Robert Dana-Anhinga Prize for Poetry (2007)

Engaged by contemporary American life at every level, from the down-and-out to the urban sublime, the poems in Kenneth Hart's Uh Oh Time have at their core a sensitive, lonely individual who has a marvelous way with words. Whether he is conversing with a Russian lap dancer, writing an ode to the diner, or analyzing a mayfly's husk on a shower curtain, the poet shows a genuine affection for his subjects -- an affection embodied in language that is always rich, complex, and various. His own name says it all. This is a poet with heart. -- Mark Jarman, Judge, 2007 Anhinga Prize for Poetry

Kenneth Hart's poems are so natural-seeming, so unpretentious, the reader isn't required to notice how beautifully-controlled and rendered they are. There's a ton of self-knowledge here, and generous, melancholy insight into human nature, and comedy too, but it is always mediated by the linguistic artfulness of real poetry: adventurous sentences, frequent shifts in scale, tone and intensity, constantly modulated perspective. Each one of these poems is what Stevens called "the cry of an occasion," an adventurous and lucid event which gives us pleasure and recognition. Kenneth Hart steps into American poetry with a freshness of substance and a distinctive style. -- Tony Hoagland

[Hart] shows readers that not only is he skilled in creating fresh images, but he also exhibits great facility with language. These are not typical first-book poems, filled with the angst of growing up. These narrative pieces run the gamut from cityscapes to rural backdrops, from urban sparrings in music stores and strip joints to examinations of bottoms of beer mugs and overfilled ticks. Hart's poems move from story to surprise with great skill, a "spot-on timing" that serves readers well. Often witty and ironic, the poems have plenty of sass and sarcasm to go around, but these are not all funny poems. There is a deep respect for humanity here and a deep loneliness from a life lived with loss as well as gain... This is a book written with skill and substance from a worthy new voice. -- Karla Huston, Library Journal


The Hinge

The personable, plucky, pale-skinned, slightly chunky teenage daughter 
of the Chinese couple who run the White Dragon Restaurant in Whitehorse 
wears a punk rock t-shirt, black nail polish and a studded belt, 
and translates my order 
from smooth Canadian-English to the kitchen, in Mandarin.

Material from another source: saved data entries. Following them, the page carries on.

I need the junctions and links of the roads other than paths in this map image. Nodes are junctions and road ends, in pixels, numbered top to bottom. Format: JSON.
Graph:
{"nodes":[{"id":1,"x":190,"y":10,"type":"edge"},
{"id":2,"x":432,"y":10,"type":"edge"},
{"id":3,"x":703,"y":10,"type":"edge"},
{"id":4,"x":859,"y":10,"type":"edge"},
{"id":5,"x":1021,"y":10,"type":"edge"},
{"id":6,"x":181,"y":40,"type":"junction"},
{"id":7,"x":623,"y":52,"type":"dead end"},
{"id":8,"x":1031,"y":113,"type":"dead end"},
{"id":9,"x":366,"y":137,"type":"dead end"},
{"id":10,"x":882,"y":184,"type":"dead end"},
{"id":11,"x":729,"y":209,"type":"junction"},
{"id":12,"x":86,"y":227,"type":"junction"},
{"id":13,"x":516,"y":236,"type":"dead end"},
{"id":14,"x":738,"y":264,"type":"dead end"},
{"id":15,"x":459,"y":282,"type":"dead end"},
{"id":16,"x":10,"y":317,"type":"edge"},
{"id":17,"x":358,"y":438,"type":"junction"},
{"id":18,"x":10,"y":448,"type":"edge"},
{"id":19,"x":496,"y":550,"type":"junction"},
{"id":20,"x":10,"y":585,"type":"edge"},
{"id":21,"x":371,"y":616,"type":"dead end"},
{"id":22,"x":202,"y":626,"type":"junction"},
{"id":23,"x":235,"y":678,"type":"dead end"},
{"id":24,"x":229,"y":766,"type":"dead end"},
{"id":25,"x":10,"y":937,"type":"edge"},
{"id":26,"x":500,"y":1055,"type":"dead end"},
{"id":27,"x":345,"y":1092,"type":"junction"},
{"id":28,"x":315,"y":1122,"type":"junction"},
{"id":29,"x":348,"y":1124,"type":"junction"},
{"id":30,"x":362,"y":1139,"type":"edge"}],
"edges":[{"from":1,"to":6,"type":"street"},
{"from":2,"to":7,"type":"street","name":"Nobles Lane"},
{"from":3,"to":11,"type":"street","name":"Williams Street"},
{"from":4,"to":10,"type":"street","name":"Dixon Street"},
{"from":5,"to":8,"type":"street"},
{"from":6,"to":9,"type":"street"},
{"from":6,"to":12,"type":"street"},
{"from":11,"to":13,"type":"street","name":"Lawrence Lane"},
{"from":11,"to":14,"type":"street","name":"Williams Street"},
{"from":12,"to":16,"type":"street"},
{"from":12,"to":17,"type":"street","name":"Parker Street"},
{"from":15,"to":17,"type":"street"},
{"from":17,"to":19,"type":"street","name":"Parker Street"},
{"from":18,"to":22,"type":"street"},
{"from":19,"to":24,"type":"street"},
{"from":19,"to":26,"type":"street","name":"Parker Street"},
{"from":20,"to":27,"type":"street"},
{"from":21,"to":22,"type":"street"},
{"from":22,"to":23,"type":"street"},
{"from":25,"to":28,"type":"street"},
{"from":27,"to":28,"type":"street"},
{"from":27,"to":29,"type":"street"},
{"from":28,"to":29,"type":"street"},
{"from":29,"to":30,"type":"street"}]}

In white, flat-topped paper hats, the old guys back there -- probably her uncles -- 
start talking a loud, jagged, pot-lid banging, plate-clatter kind of talk, 
and heat up the wok and toss in my vegetables
with a grand hissing sound.

Her mother, wrinkled sparrow of a woman
with shiny skin, 
sits behind the cash register 
and rings up the ticket -- takes one of the pencils
sticking out of a half-pint soup container 
full of uncooked rice, 
and writes something down, says words to her husband
that sound like tissue-paper uncrinkling from a box packed with delicate glass;
he looks up from the Beijing newspaper in his lap, and nods once.

Call it the hinge of the daughter, growing up in two languages,
who turns on a well-oiled swivel
between an ancestral sea-journey

and Friday night smoking cigarettes outside the Esso mini-mart 
with friends who think 
the skinny guitarist on the new Fetid Rat CD is cute.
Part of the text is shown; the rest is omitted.